When asked about why they came to this workshop, the students were not shy in sharing their data challenges saying things like (thanks Karen Cranston for the list!):

  • I usually manage data in Excel and it's terrible and I want to do it better.
  • My advisor insists that we store 50,000 barcodes in a spreadsheet, and something must be done about that.
  • I want to teach a reproducible research class.
  • I want to use public data.
  • I work with faculty at undergrad institutions and want to teach data practices, but I need to learn it myself first.
  • I'm organizing GIS data and it's becoming a nightmare.
  • I'm trying to reboot my lab's workflow to manage data and analysis in a more sustainable way.
  • I'm re-entering data over and over again by hand and know there's a better way.

Each Biocenter has plans to offer its own version of this course, tailored to the needs of their stakeholders, and improved upon each time from participant feedback. The Data Carpentry team is following the Software Carpentry (SWC) workshop / training model and working with SWC and Mozilla Science Labs to continue improving the workshop. At iDigBio, we're planning to host our own version in fall or winter (so stay tuned - sign up for our iDigBio e-newsletter or iDigBio Listserv)! Three of us from iDigBio participated as assistants and observers in preparation for learning what it takes to put together a Data Carpentry workshop.

Matt Collins, iDigBio System Administrator and Workshop Assistant, comments on his workshop experience and ides for future versions: The popularity of this workshop and the enthusiasm of the participants were amazing. Developing technical skills for conducting life science research is a seriously under served area. Engineering schools have long required basic programming and data analysis classes but the other disciplines often do not get that opportunity in most curriculum. It is great to see so many people seeking out these skills to improve their data quality and scale up their research.

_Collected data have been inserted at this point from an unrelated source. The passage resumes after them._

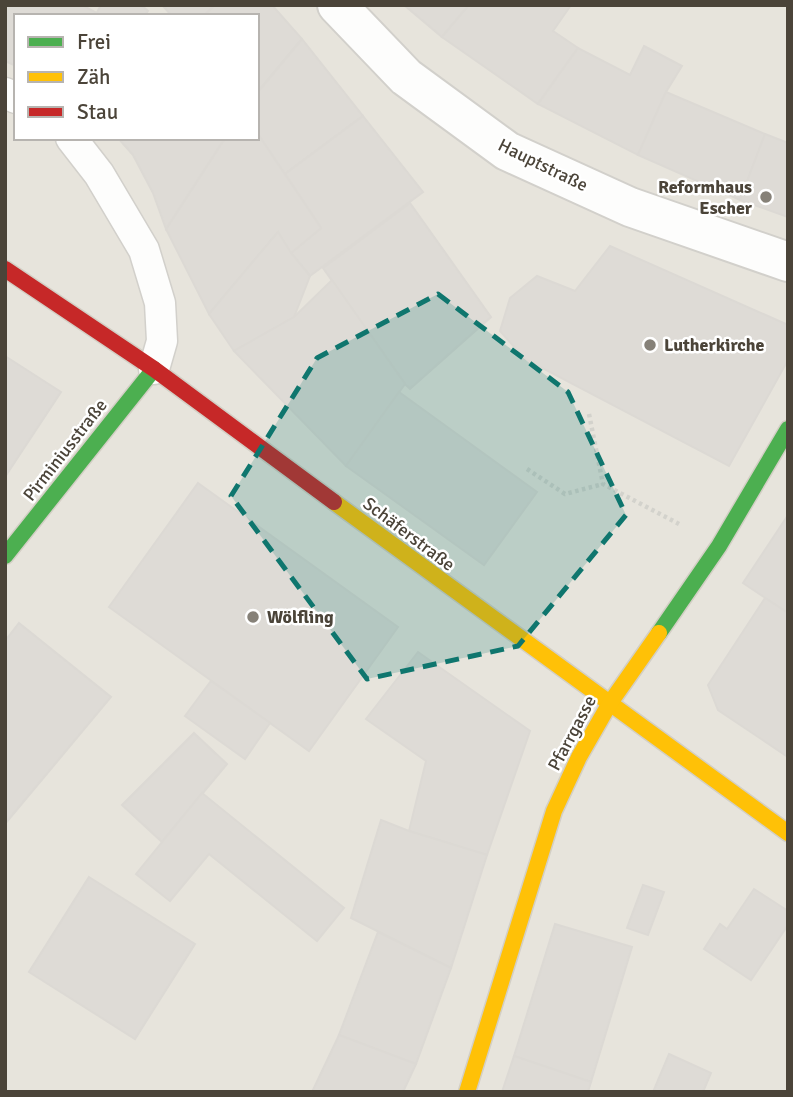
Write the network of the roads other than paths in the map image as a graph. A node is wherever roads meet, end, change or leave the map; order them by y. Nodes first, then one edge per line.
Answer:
1 (337, 5) edge
2 (73, 140) edge
3 (788, 262) edge
4 (5, 269) edge
5 (154, 369) junction
6 (788, 429) edge
7 (5, 556) edge
8 (610, 704) junction
9 (788, 833) edge
10 (467, 1092) edge

1 - 3 street, Hauptstraße
2 - 5 lane
4 - 5 street, Schäferstraße
5 - 7 street, Pirminiusstraße
5 - 8 street, Schäferstraße
6 - 8 street, Pfarrgasse
8 - 9 street, Schäferstraße
8 - 10 street, Pfarrgasse

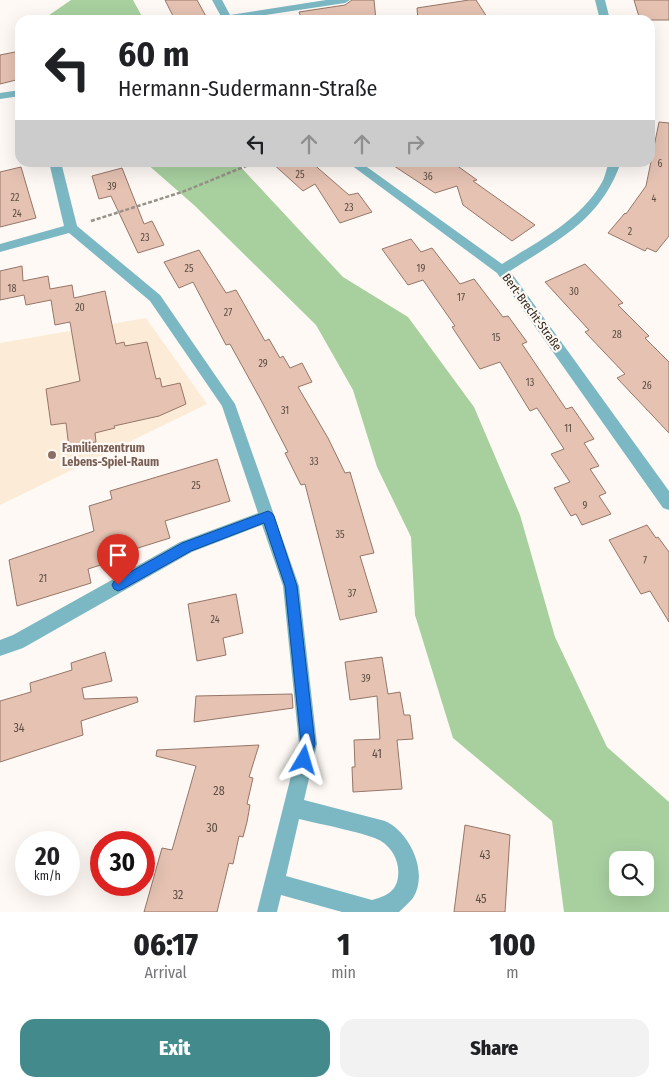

Instructors were Karen Cranston (NESCent) teaching us about the shell, followed by Tracy Teal (MSU/BEACON) revealing the power of R, Ethan White (Utah State University) demystifying SQL, and Hilmar Lapp (NESCent) putting it all-together into a workflow. Along-side the instructors, we were fortunate to have five assistants: Darren Boss (iPlant), Matt Collins (iDigBio), Deb Paul (iDigBio), Mike Smorul (SESYNC), and Kevin Love (iDigBio). Assistants, with some training from Software Carpentry, are potential instructors for future workshops. NESCent hosted this event and provided yummy snacks and the Data Observation Network for Earth (DataONE) sponsored this workshop. Thanks!

Are you intrigued? Want to become an instructor? Contact any of us mentioned in these postings. Want to find out when the next course will be offered? Sign up for our iDigBio e-newsletter.

Some Lessons Learned / Reinforced. (See more at Inaugural Data Carpentry workshop)

  • Students, and current researchers, are eager to acquire these skills. Demand is high and our small group is working on ways in which we might use a train-the-trainers model to reach more would-be workshop participants.
  • It seems we might teach SQL before R next time, and this may help students understand R syntax better.
  • We used the same dataset (a real one) for the entire course. It came from one of the instructors. Direct knowledge of the dataset particulars – very helpful!
  • Students and helpers need a guide as to where the shell-scripting lesson is going. Else, when a helper looks down to assist a student where they are stuck, we both get lost when we look back up.
  • The dataset was very tidy indeed. We did not have time in this course, to address another more real-world data scenario in which disparate datasets are often in great need of clean-up when it comes to standardization before they can be merged and used successfully for addressing research questions.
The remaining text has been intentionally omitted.